▸ WORK TO COMPLETE:
Restate the records word for word. Include no pictures.
Start of DATA SHOWN
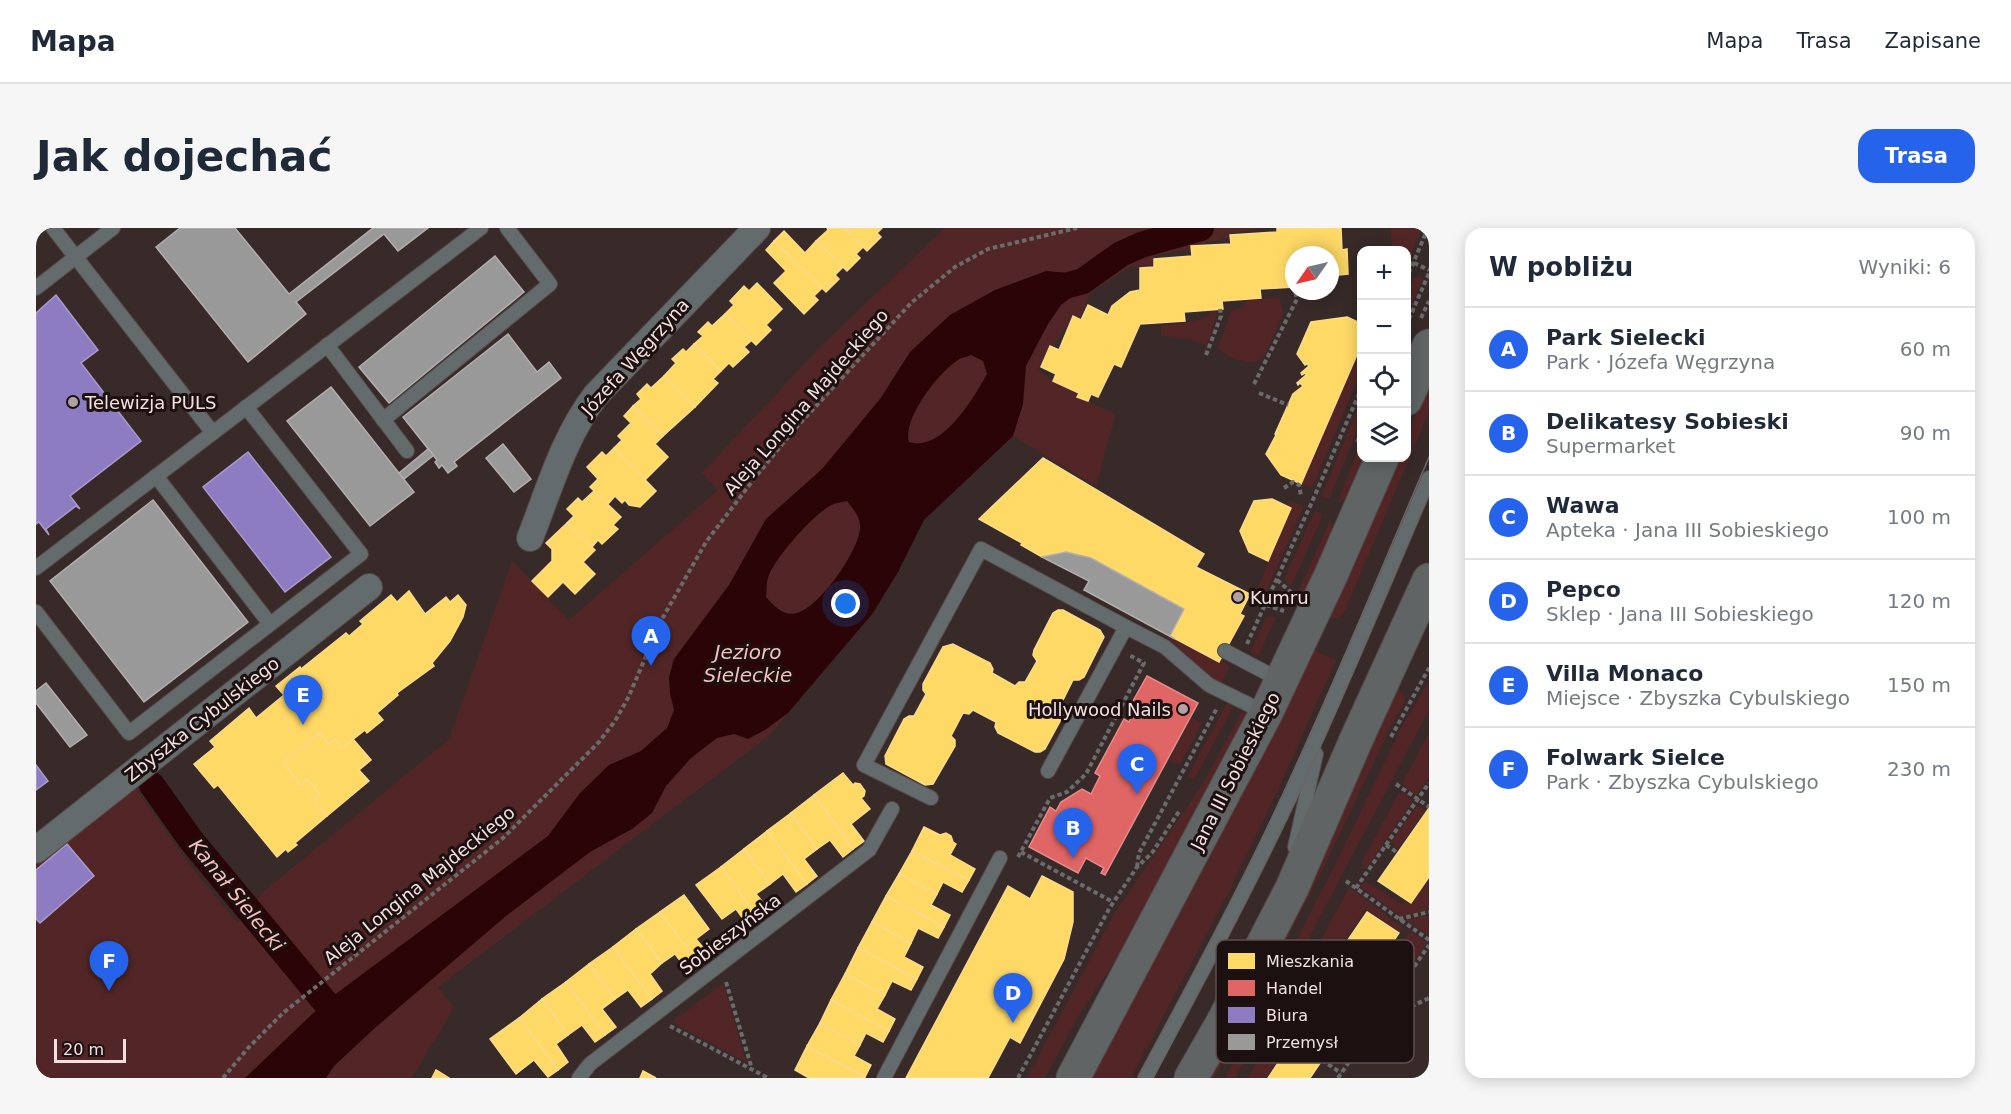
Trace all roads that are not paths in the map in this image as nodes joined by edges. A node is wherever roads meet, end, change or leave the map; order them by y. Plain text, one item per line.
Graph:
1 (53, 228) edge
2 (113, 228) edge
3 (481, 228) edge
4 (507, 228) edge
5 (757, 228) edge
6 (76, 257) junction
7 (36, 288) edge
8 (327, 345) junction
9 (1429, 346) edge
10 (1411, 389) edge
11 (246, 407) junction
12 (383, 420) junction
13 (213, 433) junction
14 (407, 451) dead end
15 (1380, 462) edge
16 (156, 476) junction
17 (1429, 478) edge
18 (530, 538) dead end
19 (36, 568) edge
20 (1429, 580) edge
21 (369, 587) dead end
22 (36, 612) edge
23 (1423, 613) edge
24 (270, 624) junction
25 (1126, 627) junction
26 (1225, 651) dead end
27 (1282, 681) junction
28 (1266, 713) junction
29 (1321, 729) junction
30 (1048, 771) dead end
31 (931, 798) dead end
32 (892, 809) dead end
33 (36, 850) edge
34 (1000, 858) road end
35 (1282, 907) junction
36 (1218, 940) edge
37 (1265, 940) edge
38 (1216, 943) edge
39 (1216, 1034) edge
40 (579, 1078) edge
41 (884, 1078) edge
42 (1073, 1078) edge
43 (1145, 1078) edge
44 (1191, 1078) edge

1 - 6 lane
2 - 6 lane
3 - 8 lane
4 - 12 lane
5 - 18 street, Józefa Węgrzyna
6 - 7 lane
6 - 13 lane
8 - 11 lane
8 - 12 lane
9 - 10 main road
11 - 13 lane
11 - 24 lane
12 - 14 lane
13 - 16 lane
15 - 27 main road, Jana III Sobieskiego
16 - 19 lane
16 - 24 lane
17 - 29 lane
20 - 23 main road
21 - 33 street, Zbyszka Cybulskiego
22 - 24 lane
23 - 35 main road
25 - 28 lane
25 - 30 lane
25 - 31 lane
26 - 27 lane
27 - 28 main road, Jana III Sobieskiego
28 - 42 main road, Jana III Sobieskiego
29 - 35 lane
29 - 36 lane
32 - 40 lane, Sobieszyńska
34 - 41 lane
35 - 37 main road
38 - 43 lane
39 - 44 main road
End of DATA SHOWN
▸ RESULT OF THE EXERCISE:
Trace all roads that are not paths in the map in this image as nodes joined by edges. A node is wherever roads meet, end, change or leave the map; order them by y. Plain text, one item per line.
Graph:
1 (53, 228) edge
2 (113, 228) edge
3 (481, 228) edge
4 (507, 228) edge
5 (757, 228) edge
6 (76, 257) junction
7 (36, 288) edge
8 (327, 345) junction
9 (1429, 346) edge
10 (1411, 389) edge
11 (246, 407) junction
12 (383, 420) junction
13 (213, 433) junction
14 (407, 451) dead end
15 (1380, 462) edge
16 (156, 476) junction
17 (1429, 478) edge
18 (530, 538) dead end
19 (36, 568) edge
20 (1429, 580) edge
21 (369, 587) dead end
22 (36, 612) edge
23 (1423, 613) edge
24 (270, 624) junction
25 (1126, 627) junction
26 (1225, 651) dead end
27 (1282, 681) junction
28 (1266, 713) junction
29 (1321, 729) junction
30 (1048, 771) dead end
31 (931, 798) dead end
32 (892, 809) dead end
33 (36, 850) edge
34 (1000, 858) road end
35 (1282, 907) junction
36 (1218, 940) edge
37 (1265, 940) edge
38 (1216, 943) edge
39 (1216, 1034) edge
40 (579, 1078) edge
41 (884, 1078) edge
42 (1073, 1078) edge
43 (1145, 1078) edge
44 (1191, 1078) edge

1 - 6 lane
2 - 6 lane
3 - 8 lane
4 - 12 lane
5 - 18 street, Józefa Węgrzyna
6 - 7 lane
6 - 13 lane
8 - 11 lane
8 - 12 lane
9 - 10 main road
11 - 13 lane
11 - 24 lane
12 - 14 lane
13 - 16 lane
15 - 27 main road, Jana III Sobieskiego
16 - 19 lane
16 - 24 lane
17 - 29 lane
20 - 23 main road
21 - 33 street, Zbyszka Cybulskiego
22 - 24 lane
23 - 35 main road
25 - 28 lane
25 - 30 lane
25 - 31 lane
26 - 27 lane
27 - 28 main road, Jana III Sobieskiego
28 - 42 main road, Jana III Sobieskiego
29 - 35 lane
29 - 36 lane
32 - 40 lane, Sobieszyńska
34 - 41 lane
35 - 37 main road
38 - 43 lane
39 - 44 main road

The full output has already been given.